Apart from the pictures, everything in the lines below must be printed exactly.

═══ Supplied records ═══

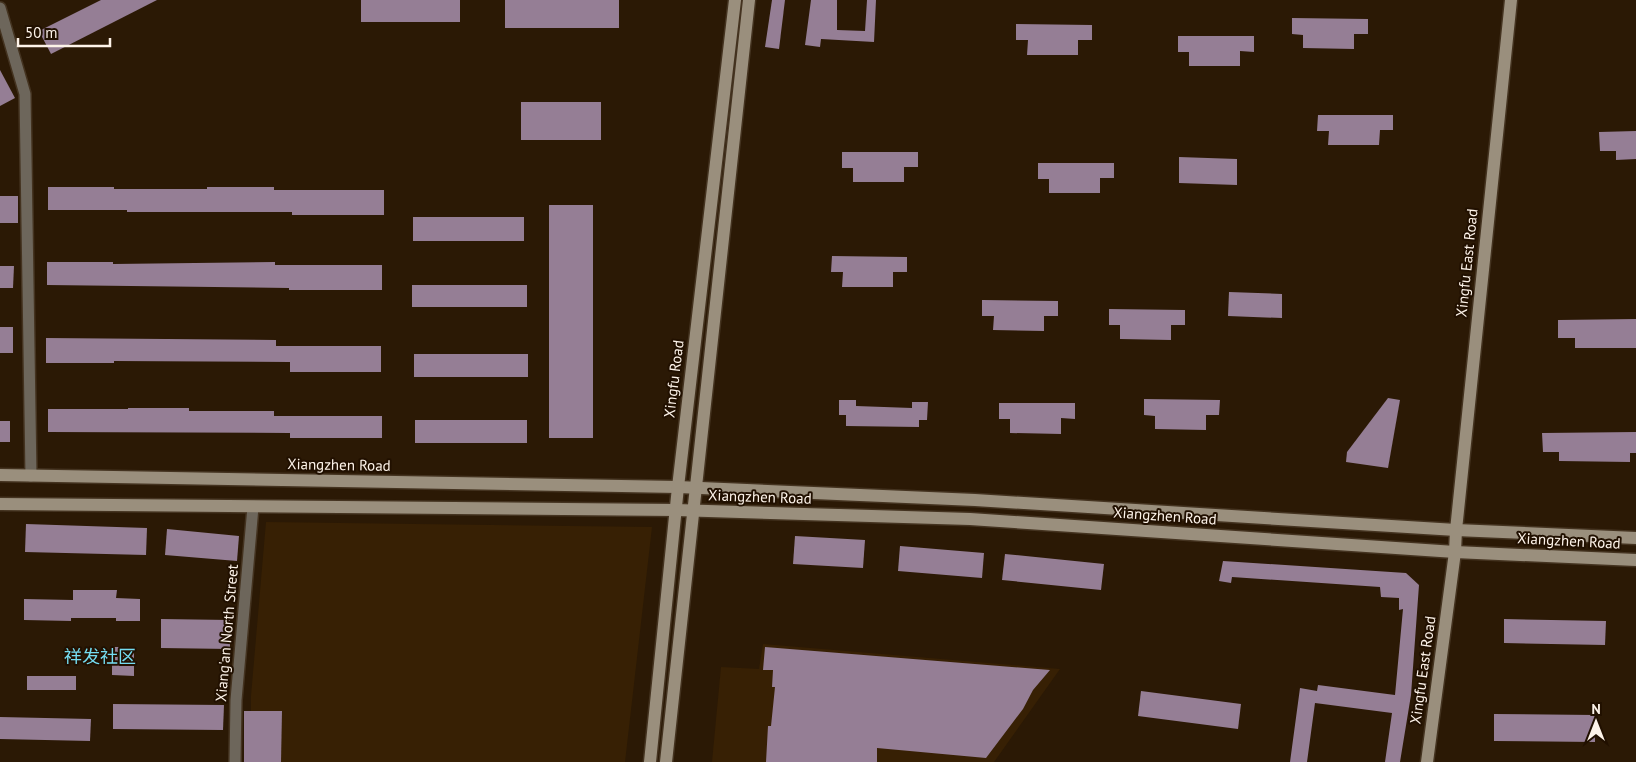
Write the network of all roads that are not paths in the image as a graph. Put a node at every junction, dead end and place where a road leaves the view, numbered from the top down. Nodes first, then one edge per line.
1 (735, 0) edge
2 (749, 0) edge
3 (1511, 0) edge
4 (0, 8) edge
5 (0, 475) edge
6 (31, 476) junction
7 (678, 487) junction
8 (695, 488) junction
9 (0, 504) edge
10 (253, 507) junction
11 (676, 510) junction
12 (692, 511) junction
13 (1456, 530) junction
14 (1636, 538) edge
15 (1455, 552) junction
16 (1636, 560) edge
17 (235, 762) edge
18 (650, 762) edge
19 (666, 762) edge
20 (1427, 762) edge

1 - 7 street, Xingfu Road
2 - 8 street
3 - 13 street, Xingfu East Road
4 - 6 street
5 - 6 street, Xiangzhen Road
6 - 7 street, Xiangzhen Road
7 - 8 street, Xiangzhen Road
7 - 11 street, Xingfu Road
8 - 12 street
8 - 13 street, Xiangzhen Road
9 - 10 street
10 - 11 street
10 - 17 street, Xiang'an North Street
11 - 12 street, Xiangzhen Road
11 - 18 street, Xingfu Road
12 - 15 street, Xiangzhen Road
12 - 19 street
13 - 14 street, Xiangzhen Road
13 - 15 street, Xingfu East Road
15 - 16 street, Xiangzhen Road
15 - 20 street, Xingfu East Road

═══

Answer below
Write the network of all roads that are not paths in the image as a graph. Put a node at every junction, dead end and place where a road leaves the view, numbered from the top down. Nodes first, then one edge per line.
1 (735, 0) edge
2 (749, 0) edge
3 (1511, 0) edge
4 (0, 8) edge
5 (0, 475) edge
6 (31, 476) junction
7 (678, 487) junction
8 (695, 488) junction
9 (0, 504) edge
10 (253, 507) junction
11 (676, 510) junction
12 (692, 511) junction
13 (1456, 530) junction
14 (1636, 538) edge
15 (1455, 552) junction
16 (1636, 560) edge
17 (235, 762) edge
18 (650, 762) edge
19 (666, 762) edge
20 (1427, 762) edge

1 - 7 street, Xingfu Road
2 - 8 street
3 - 13 street, Xingfu East Road
4 - 6 street
5 - 6 street, Xiangzhen Road
6 - 7 street, Xiangzhen Road
7 - 8 street, Xiangzhen Road
7 - 11 street, Xingfu Road
8 - 12 street
8 - 13 street, Xiangzhen Road
9 - 10 street
10 - 11 street
10 - 17 street, Xiang'an North Street
11 - 12 street, Xiangzhen Road
11 - 18 street, Xingfu Road
12 - 15 street, Xiangzhen Road
12 - 19 street
13 - 14 street, Xiangzhen Road
13 - 15 street, Xingfu East Road
15 - 16 street, Xiangzhen Road
15 - 20 street, Xingfu East Road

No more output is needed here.